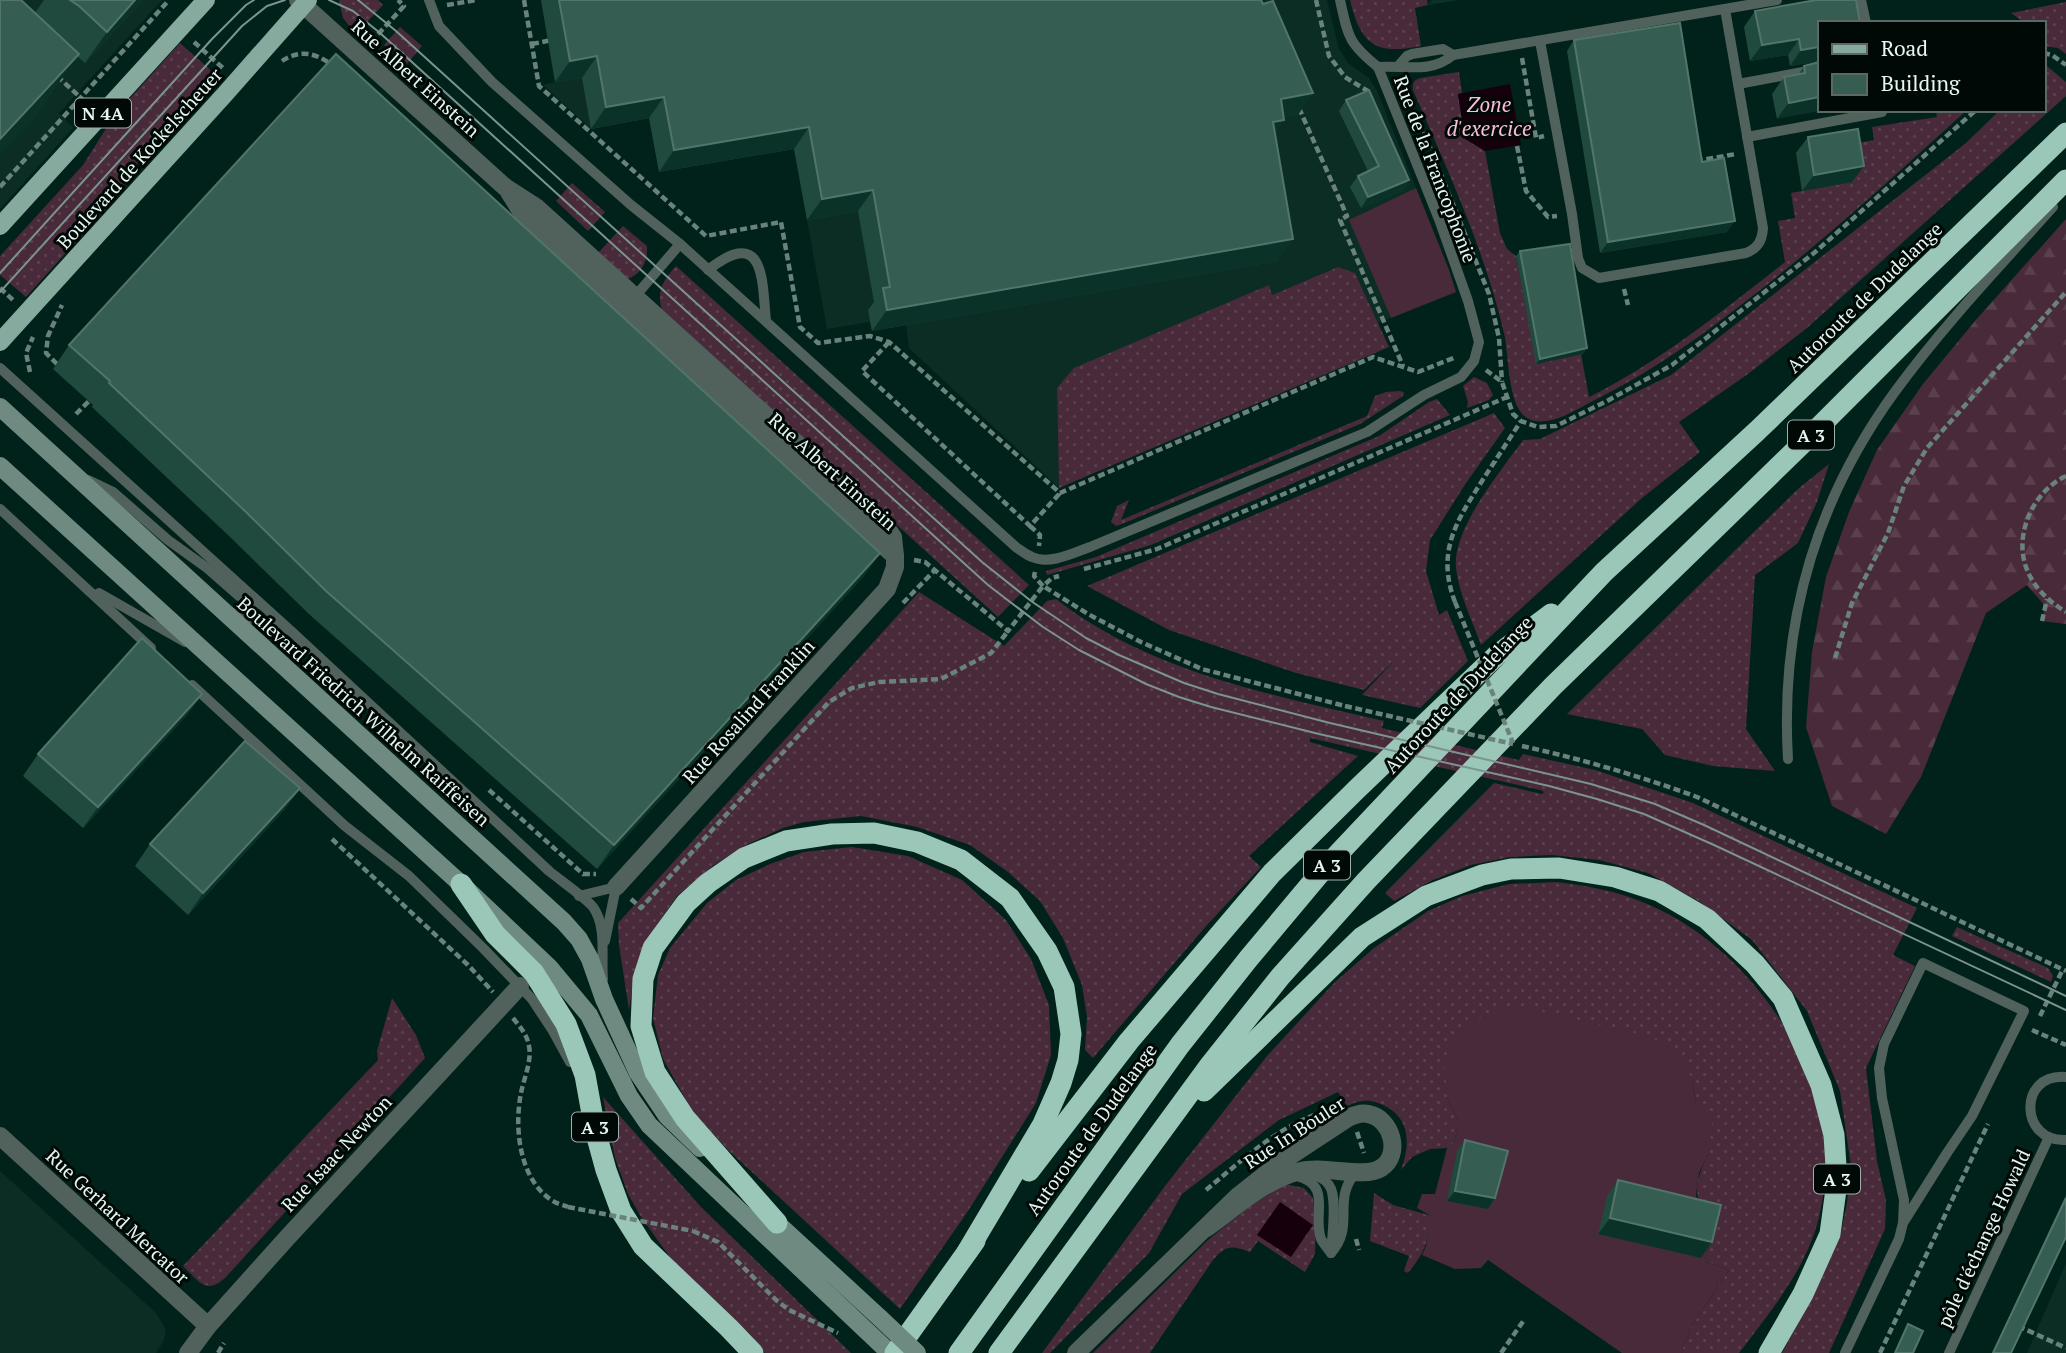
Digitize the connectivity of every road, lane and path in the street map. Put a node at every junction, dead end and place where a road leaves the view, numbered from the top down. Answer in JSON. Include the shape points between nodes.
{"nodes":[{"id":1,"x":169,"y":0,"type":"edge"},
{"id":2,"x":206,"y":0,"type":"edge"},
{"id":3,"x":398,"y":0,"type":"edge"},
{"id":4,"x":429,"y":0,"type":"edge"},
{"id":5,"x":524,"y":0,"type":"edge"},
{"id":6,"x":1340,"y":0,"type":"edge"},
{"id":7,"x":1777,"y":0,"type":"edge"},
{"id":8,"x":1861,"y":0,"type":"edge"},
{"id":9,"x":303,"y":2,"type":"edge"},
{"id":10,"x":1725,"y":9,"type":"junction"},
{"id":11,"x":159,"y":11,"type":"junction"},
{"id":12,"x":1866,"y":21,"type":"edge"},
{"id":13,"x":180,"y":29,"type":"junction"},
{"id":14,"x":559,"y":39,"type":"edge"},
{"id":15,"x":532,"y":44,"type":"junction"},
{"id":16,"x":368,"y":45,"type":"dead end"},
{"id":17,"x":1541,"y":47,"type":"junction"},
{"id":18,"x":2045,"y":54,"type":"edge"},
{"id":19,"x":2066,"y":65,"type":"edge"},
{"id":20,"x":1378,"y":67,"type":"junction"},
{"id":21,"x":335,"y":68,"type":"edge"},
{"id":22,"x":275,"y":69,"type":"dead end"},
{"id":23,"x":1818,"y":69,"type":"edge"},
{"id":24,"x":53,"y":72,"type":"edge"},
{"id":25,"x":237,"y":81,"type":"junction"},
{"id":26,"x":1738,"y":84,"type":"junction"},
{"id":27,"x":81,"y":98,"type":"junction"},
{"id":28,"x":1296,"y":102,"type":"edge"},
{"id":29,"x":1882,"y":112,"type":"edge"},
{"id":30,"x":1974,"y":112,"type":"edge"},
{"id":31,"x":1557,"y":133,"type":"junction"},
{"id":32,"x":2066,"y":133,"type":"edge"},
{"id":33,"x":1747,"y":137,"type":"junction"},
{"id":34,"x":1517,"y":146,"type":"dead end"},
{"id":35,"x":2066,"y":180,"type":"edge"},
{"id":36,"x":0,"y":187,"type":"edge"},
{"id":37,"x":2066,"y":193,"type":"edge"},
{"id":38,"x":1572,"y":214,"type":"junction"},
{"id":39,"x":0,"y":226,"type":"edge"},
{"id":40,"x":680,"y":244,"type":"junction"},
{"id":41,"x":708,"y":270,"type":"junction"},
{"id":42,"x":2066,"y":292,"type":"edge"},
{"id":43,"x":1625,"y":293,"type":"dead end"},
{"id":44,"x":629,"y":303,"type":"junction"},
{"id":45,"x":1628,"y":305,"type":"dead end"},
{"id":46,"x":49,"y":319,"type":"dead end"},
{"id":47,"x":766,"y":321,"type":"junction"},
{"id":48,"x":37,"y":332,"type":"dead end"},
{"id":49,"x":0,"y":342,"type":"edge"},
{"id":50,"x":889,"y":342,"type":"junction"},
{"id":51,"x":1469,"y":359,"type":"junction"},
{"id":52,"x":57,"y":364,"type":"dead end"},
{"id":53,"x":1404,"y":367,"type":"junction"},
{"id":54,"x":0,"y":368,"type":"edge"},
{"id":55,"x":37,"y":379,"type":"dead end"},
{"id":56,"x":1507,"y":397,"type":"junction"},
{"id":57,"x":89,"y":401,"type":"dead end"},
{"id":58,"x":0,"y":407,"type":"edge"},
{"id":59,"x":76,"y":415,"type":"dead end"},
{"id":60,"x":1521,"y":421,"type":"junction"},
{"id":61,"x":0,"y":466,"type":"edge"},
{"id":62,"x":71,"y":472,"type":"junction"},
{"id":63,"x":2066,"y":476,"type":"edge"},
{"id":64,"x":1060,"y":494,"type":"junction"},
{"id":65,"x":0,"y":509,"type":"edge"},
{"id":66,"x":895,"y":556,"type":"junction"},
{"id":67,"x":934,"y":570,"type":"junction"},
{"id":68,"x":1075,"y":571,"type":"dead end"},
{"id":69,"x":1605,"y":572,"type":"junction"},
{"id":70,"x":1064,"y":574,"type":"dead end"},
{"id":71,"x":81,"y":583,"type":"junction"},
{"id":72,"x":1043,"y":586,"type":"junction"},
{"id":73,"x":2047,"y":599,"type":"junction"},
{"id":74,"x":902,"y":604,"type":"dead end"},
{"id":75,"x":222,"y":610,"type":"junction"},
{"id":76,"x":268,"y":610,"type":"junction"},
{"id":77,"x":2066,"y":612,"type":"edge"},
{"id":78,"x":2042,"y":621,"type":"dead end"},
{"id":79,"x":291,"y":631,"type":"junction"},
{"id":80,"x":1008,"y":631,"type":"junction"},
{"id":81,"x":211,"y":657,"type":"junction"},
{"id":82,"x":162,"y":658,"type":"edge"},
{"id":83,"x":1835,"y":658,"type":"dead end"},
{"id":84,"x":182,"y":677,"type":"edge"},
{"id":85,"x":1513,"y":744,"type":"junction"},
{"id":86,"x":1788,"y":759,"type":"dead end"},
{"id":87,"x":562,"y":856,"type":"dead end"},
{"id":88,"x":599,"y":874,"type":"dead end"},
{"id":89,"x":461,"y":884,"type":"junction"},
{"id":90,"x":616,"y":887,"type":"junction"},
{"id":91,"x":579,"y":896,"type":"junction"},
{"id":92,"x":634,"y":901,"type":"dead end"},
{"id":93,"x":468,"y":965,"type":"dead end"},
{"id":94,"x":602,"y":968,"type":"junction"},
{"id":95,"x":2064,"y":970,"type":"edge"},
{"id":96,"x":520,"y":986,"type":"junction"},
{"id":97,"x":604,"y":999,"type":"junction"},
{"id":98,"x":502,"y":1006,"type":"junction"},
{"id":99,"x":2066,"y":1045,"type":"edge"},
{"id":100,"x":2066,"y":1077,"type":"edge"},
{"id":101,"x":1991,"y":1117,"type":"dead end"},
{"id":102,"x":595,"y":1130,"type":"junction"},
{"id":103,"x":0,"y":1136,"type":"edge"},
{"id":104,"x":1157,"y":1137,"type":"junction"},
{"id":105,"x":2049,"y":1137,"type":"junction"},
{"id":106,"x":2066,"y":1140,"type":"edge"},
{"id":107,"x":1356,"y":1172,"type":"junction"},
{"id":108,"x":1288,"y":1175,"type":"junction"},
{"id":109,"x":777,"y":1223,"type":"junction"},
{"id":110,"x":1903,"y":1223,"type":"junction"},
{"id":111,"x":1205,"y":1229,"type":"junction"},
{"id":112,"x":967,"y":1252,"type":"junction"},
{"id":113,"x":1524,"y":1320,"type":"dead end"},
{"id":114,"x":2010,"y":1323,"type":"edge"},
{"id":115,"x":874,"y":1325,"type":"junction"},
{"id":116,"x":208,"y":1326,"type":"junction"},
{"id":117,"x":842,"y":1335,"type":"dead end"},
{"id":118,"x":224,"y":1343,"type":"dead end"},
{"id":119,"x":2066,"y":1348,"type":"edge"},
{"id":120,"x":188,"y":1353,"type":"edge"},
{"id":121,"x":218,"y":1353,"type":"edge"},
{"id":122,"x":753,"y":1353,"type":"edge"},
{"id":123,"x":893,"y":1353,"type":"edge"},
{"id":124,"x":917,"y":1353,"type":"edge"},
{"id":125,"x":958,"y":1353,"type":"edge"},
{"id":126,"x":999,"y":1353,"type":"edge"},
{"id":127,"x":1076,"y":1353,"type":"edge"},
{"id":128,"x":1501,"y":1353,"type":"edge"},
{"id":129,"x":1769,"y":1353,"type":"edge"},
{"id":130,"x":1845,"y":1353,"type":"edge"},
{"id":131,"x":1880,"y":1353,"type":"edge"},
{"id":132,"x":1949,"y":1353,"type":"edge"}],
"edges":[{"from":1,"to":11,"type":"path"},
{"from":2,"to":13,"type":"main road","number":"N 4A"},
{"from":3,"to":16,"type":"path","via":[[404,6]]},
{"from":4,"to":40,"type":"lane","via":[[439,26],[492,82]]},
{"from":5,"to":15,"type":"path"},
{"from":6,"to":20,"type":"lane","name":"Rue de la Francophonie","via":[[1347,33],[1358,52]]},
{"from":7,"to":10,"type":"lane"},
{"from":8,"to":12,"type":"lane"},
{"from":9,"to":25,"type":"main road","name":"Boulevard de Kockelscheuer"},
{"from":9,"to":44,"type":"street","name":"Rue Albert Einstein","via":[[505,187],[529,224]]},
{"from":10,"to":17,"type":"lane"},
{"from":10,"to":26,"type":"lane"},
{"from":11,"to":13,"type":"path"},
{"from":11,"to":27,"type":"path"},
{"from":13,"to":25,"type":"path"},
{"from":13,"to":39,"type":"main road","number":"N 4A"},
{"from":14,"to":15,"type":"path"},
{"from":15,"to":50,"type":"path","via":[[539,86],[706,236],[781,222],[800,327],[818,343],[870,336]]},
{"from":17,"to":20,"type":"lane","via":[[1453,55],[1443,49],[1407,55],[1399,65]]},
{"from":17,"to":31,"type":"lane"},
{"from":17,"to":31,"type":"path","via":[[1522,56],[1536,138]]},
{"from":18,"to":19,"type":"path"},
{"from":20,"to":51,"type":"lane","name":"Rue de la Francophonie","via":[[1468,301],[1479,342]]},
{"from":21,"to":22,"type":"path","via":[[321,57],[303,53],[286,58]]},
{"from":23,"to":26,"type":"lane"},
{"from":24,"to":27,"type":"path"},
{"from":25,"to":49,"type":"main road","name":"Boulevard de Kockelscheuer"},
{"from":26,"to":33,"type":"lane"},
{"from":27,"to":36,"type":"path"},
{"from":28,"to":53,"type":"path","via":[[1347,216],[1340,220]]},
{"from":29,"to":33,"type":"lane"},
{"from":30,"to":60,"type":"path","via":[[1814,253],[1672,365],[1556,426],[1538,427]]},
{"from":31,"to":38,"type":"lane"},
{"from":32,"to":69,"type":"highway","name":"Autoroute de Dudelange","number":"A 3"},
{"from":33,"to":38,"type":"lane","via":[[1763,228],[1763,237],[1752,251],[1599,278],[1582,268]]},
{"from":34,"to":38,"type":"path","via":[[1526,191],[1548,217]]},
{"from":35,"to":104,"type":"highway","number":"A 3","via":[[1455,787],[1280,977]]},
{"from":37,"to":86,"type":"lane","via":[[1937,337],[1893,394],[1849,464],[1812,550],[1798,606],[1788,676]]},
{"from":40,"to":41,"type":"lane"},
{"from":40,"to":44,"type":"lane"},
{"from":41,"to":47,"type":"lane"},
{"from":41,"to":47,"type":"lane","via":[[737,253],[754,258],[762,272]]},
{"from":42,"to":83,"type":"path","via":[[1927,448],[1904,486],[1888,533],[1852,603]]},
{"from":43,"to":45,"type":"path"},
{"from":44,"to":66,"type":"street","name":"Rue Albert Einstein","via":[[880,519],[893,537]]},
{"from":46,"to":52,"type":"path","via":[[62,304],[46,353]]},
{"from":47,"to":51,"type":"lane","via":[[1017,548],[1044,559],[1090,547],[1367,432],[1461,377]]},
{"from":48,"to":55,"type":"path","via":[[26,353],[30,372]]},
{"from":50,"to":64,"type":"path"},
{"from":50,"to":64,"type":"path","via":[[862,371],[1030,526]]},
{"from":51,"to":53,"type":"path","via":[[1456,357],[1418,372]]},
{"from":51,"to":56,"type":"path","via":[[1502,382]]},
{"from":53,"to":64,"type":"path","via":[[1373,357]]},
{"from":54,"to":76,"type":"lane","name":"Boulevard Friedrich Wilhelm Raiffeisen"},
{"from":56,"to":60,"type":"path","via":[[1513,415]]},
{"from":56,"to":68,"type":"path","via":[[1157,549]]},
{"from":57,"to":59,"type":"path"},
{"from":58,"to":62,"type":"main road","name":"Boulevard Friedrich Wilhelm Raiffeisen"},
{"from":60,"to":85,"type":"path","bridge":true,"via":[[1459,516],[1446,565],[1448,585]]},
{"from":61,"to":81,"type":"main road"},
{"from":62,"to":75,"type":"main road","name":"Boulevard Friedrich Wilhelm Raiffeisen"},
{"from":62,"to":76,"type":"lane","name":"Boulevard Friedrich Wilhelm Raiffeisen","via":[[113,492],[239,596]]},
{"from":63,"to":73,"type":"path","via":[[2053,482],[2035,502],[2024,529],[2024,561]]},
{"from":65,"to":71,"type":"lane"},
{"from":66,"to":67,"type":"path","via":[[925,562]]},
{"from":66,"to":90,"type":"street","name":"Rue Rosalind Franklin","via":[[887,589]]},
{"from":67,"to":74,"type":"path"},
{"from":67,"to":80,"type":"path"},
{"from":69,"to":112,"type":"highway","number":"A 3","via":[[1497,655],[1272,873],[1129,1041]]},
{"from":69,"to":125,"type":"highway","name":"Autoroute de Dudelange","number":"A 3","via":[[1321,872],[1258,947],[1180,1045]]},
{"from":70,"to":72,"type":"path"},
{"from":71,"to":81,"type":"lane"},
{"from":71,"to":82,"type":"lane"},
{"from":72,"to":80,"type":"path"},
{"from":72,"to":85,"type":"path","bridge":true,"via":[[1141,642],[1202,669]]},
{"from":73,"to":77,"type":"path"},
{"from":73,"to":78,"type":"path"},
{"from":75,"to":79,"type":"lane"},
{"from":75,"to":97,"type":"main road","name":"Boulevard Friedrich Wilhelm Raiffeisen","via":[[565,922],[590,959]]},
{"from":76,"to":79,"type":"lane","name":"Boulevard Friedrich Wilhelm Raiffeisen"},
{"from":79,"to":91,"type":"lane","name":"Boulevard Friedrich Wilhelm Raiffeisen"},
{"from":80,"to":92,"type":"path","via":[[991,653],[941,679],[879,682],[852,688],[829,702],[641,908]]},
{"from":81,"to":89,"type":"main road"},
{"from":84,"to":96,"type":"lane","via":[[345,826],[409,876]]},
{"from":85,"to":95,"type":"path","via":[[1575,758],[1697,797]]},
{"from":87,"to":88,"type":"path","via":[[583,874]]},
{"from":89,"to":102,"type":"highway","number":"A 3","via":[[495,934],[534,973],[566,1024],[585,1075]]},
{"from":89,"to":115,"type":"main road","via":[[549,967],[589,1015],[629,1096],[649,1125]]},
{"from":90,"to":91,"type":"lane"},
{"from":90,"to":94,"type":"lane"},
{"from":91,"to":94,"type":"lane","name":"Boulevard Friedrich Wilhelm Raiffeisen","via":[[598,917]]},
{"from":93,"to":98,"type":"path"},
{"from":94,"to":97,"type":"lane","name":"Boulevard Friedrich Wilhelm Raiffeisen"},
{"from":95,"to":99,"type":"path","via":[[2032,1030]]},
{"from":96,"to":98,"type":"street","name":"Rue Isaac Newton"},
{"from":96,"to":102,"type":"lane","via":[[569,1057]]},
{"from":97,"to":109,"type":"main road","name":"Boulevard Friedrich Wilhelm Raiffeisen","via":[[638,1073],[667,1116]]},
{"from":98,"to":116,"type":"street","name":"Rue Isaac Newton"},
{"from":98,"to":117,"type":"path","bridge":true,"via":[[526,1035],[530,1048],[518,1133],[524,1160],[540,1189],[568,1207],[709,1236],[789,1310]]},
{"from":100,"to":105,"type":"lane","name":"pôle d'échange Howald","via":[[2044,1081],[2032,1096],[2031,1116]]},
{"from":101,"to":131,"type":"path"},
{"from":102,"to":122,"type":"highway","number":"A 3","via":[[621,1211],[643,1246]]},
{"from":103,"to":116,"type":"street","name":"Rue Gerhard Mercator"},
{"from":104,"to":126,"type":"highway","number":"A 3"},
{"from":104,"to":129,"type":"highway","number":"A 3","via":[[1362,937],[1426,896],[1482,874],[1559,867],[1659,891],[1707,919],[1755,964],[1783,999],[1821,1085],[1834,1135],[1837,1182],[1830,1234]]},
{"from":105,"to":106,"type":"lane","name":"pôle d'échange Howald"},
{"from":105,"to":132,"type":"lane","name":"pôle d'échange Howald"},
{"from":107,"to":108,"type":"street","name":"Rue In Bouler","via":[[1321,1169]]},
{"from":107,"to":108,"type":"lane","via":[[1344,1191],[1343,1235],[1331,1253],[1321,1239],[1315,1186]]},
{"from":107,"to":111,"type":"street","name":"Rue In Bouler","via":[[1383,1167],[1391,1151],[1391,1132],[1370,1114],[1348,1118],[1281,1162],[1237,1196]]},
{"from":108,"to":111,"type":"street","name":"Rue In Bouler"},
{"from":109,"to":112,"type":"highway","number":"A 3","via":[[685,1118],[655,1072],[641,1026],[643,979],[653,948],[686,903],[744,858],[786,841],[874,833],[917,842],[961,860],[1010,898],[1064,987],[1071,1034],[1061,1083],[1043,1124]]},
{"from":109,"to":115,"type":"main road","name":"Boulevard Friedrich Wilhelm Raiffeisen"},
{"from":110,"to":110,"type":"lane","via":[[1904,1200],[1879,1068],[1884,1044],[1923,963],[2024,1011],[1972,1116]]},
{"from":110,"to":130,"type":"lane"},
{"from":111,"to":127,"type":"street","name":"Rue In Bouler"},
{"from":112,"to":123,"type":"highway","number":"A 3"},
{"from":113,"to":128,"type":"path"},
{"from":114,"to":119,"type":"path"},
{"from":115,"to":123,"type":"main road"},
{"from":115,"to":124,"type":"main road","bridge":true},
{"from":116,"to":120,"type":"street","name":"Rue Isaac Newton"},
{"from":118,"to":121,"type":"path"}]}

**Problem requirements**:
Pull every line with the word "Autoroute" from the data.

**Result for this exercise**:
{"from":32,"to":69,"type":"highway","name":"Autoroute de Dudelange","number":"A 3"},
{"from":69,"to":125,"type":"highway","name":"Autoroute de Dudelange","number":"A 3","via":[[1321,872],[1258,947],[1180,1045]]},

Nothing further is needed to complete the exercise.